The EBI® DynaFix® Diaphyseal Correction System is a unilateral external fixation device intended for use in the treatment of bone conditions including leg lengthening, osteotomies, arthrodesis, fracture fixation, and other bone conditions amenable to treatment by use of the external fixation modality.

The EBI® DynaFix® Diaphyseal Correction System is a module which is used in conjunction with the currently marketed EBI XFIX DFS System. The EBI DynaFix Diaphyseal Correction System has not changed the Indications for Use or the fundamental scientific technology of the previously cleared System. The System consists of external fixation components and implantable bone screws. The System is utilized in the following manner: bone screws are inserted through the patient's skin and soft tissue and into the bone. The fixator frame of the System is attached to the shanks of the bone screws.

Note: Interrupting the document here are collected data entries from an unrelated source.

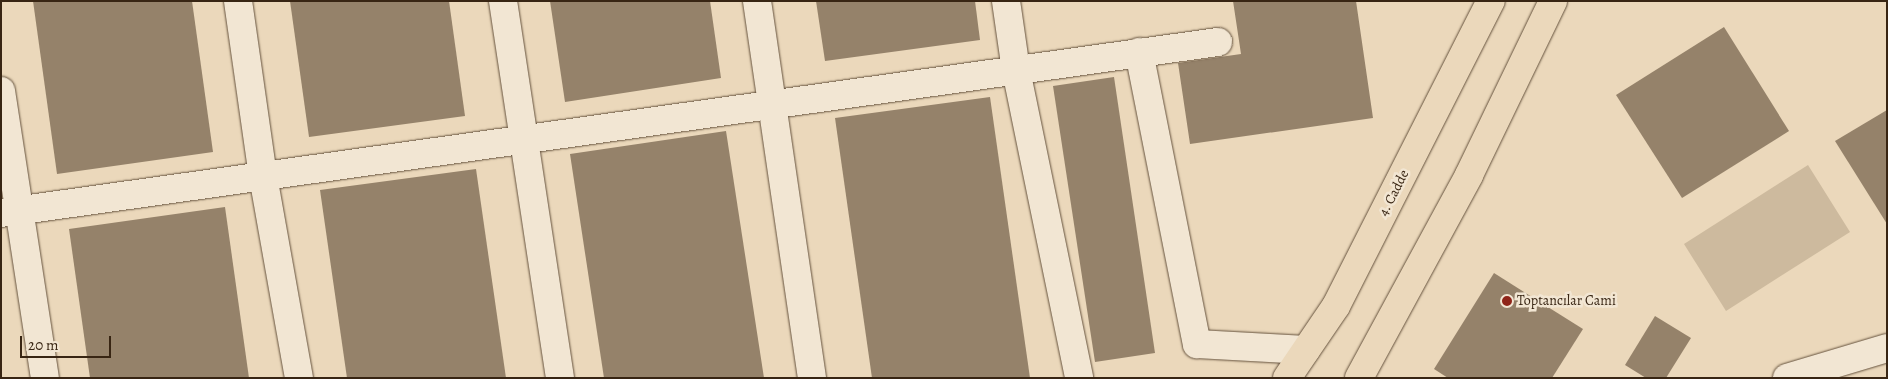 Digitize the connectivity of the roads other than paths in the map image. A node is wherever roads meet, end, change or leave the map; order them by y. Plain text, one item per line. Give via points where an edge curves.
1 (238, 1) edge
2 (503, 1) edge
3 (757, 1) edge
4 (1006, 1) edge
5 (1491, 1) edge
6 (1553, 1) edge
7 (1218, 42) dead end
8 (1139, 52) junction
9 (1016, 70) junction
10 (1, 91) edge
11 (772, 104) junction
12 (523, 140) junction
13 (263, 176) junction
14 (10, 211) edge
15 (1887, 348) edge
16 (1306, 350) junction
17 (45, 378) edge
18 (300, 378) edge
19 (560, 378) edge
20 (812, 378) edge
21 (1079, 378) edge
22 (1287, 378) edge
23 (1359, 378) edge
24 (1787, 378) edge

1 - 13 street
2 - 12 street
3 - 11 street
4 - 9 street
5 - 16 main road, 4. Cadde via 1336,306
6 - 23 main road via 1469,175
7 - 8 street
8 - 9 street
8 - 16 street via 1198,344
9 - 11 street
9 - 21 street
10 - 14 street
11 - 12 street
11 - 20 street
12 - 13 street
12 - 19 street
13 - 14 street
13 - 18 street
14 - 17 street
15 - 24 street
16 - 22 main road, 4. Cadde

The provided text describes the 510(k) summary for the EBI® DynaFix® Diaphyseal Correction System. This is a premarket notification for a medical device seeking substantial equivalence to a predicate device, not a study presenting performance data against acceptance criteria.

Therefore, most of the requested information regarding acceptance criteria, study design, sample sizes, expert involvement, and ground truth cannot be extracted from this document, as it is generally not part of a 510(k) summary focused on demonstrating substantial equivalence.

Here's what can be inferred or directly stated from the provided text, and where information is missing:

1. A table of acceptance criteria and the reported device performance:

• Acceptance Criteria: Not explicitly stated in terms of performance metrics. For a 510(k) submission, the primary "acceptance criterion" is often demonstrating substantial equivalence to a predicate device, which implies the new device performs as intended and is as safe and effective as the predicate.
• Reported Device Performance: The document states, "There are no significant differences between the EBI® DynaFix® Diaphyseal Correction System and other currently marketed external fixation systems. It is substantially equivalent to the predicate device in regards to intended use, materials, and function." This is a qualitative statement of equivalence rather than specific performance data against a set of quantitative criteria.

2. Sample size used for the test set and the data provenance (e.g. country of origin of the data, retrospective or prospective):

• Sample Size for Test Set: Not applicable. This document does not describe a clinical or performance study with a test set.
• Data Provenance: Not applicable.

3. Number of experts used to establish the ground truth for the test set and the qualifications of those experts:

• Not applicable. No ground truth establishment for a test set is described.

4. Adjudication method (e.g. 2+1, 3+1, none) for the test set:

• Not applicable. No test set or adjudication process is described.

5. If a multi reader multi case (MRMC) comparative effectiveness study was done, If so, what was the effect size of how much human readers improve with AI vs without AI assistance:

• Not applicable. This device is an external fixation system, not an AI-powered diagnostic tool, so an MRMC study or AI assistance is not relevant to its regulatory submission.

6. If a standalone (i.e. algorithm only without human-in-the loop performance) was done:

• Not applicable. This is a physical medical device, not an algorithm.

7. The type of ground truth used (expert consensus, pathology, outcomes data, etc):

• Not applicable. No ground truth for a study is mentioned. The "ground truth" for this submission is implicitly the established safety and effectiveness of the predicate device.

8. The sample size for the training set:

• Not applicable. This is not a machine learning or AI device that requires a training set.

9. How the ground truth for the training set was established:

• Not applicable.

Summary of what is known from the provided text:

• Device Name: EBI® DynaFix® Diaphyseal Correction System
• Intended Use: Treatment of bone conditions including leg lengthening, osteotomies, arthrodesis, fracture fixation, and other bone conditions amenable to treatment by use of the external fixation modality.
• Regulatory Pathway: 510(k) Premarket Notification.
• Claim of Equivalence: The device is claimed to be substantially equivalent to the predicate device (EBI® XFIX® DFS® System K953406, K000319) in terms of intended use, materials, and function.
• Materials: Titanium, stainless steel, aluminum, and Delrin®.
• FDA Decision: FDA found the device substantially equivalent to legally marketed predicate devices, allowing it to proceed to market.